進捗はどんどん遅れ、最終的には納期に間に合いませんでした。

発注側と受注側の関係は決裂しました。発注側では他のIT導入も進めており、当該システムの更新が間に合わないと、導入を延期せざるを得ず、損害を被ります。

今回、ITベンダーは一旦実現性を提案しているため、責任を問われることになります。

結果として、取引でのもめごとを解決することになることは、お金を一部取り戻せても、失ったものや時間は取り戻せません。

旧システムから新システムで動作するように改修するいわゆるマイグレーションという作業は、今のまま動くというようになることを待っているのみのはずですが、このように失敗することもあり得ます。

事前調査がしっかりと行われたか、リスクは潜んでいないか、あればきちんと合意できているかなどを今一度確認したほうがよいでしょう。

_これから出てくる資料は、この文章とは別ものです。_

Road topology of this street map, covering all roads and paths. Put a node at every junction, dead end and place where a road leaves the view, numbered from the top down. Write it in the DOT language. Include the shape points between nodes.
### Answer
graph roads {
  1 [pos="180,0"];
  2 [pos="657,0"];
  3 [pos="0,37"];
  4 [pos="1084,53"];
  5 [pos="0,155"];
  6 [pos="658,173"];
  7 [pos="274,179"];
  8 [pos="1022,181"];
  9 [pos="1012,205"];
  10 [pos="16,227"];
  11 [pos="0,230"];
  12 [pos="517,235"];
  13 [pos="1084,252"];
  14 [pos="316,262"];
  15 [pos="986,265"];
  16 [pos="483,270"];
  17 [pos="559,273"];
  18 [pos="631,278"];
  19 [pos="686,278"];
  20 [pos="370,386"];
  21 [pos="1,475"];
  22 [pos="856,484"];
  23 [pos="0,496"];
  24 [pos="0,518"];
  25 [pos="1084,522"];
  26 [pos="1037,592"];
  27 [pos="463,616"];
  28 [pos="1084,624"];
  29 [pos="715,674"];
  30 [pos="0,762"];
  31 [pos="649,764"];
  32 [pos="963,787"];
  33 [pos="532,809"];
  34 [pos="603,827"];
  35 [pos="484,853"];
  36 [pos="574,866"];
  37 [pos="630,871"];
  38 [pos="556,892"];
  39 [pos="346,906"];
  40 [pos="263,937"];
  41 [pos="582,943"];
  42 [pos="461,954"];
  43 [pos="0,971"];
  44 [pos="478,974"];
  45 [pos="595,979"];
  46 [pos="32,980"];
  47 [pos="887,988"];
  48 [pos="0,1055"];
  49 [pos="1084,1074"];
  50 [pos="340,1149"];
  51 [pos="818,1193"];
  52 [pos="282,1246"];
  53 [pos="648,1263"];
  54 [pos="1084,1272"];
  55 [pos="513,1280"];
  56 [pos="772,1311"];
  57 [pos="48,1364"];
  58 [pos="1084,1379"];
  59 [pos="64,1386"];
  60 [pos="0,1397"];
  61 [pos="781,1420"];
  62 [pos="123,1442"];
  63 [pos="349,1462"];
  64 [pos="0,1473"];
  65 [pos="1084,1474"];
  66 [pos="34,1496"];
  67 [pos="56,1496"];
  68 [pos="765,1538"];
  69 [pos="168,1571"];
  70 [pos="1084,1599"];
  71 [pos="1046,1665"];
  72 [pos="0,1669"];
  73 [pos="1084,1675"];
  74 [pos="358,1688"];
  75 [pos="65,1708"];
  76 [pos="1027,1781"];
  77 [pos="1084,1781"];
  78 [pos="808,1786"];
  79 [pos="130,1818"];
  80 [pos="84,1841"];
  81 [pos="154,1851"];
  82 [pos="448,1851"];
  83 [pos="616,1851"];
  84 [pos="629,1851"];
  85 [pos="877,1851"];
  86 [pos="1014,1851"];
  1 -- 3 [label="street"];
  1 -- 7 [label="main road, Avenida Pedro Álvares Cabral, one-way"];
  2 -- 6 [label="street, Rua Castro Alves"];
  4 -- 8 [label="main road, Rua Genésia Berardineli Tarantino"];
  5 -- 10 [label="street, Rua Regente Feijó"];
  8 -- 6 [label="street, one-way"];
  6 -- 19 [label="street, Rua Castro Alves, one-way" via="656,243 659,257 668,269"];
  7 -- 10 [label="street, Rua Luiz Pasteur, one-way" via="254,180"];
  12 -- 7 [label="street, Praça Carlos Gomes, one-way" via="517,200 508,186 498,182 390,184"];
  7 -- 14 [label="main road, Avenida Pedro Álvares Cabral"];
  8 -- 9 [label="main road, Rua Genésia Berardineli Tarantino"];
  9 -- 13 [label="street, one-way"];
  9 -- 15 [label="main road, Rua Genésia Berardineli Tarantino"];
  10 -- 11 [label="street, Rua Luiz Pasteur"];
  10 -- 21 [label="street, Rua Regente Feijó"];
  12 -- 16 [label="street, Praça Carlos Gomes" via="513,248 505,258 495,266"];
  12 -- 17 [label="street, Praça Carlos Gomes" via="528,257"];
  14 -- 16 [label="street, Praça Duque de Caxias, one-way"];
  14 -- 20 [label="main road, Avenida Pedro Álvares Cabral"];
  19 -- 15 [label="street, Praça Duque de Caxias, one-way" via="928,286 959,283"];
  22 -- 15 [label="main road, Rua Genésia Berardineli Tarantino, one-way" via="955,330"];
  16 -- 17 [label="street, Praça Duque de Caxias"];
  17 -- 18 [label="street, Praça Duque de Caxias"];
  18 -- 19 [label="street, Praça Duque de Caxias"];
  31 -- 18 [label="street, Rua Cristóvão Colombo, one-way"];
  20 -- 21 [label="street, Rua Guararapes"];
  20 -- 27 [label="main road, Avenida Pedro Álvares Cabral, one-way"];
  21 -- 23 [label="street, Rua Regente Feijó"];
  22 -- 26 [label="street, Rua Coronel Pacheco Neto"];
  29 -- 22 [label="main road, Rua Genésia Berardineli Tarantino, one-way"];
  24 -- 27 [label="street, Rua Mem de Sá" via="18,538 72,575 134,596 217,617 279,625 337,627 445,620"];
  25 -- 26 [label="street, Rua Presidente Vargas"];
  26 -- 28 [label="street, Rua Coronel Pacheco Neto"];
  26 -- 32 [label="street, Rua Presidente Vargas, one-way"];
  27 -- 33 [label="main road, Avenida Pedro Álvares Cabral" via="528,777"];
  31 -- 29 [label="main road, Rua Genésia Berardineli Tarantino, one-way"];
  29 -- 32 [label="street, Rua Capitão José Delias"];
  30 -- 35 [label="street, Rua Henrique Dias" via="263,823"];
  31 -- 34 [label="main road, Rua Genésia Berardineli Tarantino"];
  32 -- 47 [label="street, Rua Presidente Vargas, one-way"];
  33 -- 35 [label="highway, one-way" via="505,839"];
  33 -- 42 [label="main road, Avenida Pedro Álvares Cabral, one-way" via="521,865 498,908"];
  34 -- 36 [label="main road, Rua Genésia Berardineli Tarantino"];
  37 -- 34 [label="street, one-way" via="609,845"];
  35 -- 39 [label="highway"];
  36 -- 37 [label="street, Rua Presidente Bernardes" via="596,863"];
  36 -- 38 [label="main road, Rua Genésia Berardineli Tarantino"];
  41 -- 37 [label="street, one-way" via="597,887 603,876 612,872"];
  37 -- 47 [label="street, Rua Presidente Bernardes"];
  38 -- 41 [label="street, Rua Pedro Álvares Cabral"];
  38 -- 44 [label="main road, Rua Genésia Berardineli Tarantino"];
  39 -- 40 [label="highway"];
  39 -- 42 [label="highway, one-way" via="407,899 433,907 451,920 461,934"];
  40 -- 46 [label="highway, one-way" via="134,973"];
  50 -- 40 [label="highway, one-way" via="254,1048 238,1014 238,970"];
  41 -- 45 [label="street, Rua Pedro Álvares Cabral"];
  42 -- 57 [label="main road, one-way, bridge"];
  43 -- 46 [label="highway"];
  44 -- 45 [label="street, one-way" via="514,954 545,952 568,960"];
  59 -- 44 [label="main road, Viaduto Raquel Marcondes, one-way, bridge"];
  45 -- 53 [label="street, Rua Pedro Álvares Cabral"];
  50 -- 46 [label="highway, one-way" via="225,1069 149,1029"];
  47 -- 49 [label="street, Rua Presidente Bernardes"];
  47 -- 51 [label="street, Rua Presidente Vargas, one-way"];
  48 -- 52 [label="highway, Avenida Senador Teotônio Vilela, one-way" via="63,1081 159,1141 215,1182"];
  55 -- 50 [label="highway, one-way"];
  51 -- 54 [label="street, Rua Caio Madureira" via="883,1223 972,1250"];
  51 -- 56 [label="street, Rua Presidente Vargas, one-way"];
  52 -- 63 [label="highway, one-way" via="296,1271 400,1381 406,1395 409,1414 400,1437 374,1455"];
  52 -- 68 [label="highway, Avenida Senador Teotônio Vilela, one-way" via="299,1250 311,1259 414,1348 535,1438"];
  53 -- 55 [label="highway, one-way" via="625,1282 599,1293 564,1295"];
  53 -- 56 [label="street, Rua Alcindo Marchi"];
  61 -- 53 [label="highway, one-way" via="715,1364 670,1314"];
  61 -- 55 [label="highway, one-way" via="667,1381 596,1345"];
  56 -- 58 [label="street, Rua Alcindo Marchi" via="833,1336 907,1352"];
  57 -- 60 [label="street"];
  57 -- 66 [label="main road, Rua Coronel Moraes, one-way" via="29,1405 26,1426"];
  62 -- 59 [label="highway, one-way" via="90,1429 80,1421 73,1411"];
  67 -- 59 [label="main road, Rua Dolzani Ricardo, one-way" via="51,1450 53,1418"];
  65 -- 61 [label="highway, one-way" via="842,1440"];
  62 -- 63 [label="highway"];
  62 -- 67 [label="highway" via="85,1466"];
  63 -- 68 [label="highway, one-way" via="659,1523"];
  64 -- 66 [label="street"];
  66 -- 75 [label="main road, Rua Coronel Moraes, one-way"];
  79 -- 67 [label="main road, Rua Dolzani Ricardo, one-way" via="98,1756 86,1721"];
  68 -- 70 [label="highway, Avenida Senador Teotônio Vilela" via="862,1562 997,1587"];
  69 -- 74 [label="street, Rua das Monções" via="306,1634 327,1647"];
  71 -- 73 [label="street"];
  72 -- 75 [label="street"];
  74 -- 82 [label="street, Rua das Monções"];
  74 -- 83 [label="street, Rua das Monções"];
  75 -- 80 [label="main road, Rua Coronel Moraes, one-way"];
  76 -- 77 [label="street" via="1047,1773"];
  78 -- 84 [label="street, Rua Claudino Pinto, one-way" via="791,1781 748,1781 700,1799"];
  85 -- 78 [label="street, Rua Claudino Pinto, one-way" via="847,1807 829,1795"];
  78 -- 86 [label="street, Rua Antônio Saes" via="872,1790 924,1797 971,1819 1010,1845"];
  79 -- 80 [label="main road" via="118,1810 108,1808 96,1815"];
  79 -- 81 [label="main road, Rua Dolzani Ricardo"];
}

既存の仕組みを流用して新たな仕組みを構築するはずだったが、うまく動かなかった

ITシステム間の通信機能の刷新を行うために、ITベンダーに委託しました。
ITベンダーに調査してもらい、多くの部分は既存システムの機能を流用して作成できるという見解を得ました。

全く作り直す必要があると思っていたため、流用することで設計費用を抑えることができます。
他のITベンダーにも相談しており、すべて作り変える見積もりであったため、費用が高く、断りました。

流用を提案したITベンダーには感謝しつつ、プロジェクトとして開始されました。

ところが、進捗が進んでいくと問題が発覚します。

流用しようとしたプログラムが動きませんでした。

動かいなら、動くようなものを作ってくれ、ということで新たに進められようとしましたが、ITベンダーはこれまで実施した作業に加えて、さらに新たに作るプログラムについて支払ってくれ、と言い出しました。

それらの金額を足すと、最初からすべて新たに作ると言ったITベンダーの見積もりよりも高くなってしまいます。

もちろん、断り最初の金額内で作成してくれ、と言いました。

結果はどうなったでしょうか。

この場合は、受注したITベンダーはすべてを一式で請け負っているとみなされたため、ITベンダー側の主張は通らず、完成するまで作るということになりました。
流用といっても、本当にどこまでできるかはリスクが残ります。

最初にいくつか試すなども必要かと思います。

まとめ


既存システムが存在し、新たにIT導入・システム開発を行う場合、既存システムが実現できていたことを実現できないといけないことが多いです。

しかし、既存システム仕様をはっきりさせ合意したり、プログラムレベルでも新システムで動くかどうかを確認したりすることは、すべてを事前にできることのほうが少ないです。

ソフトウェアに組み込まれた仕様というのは、複雑で一見わからないことも多いです。

すべてを対応してもらえる人がいれば一番いいですが、いなければ、既存システムから正確に移植できるかはリスクと捉えて、慎重にことを進めていきましょう。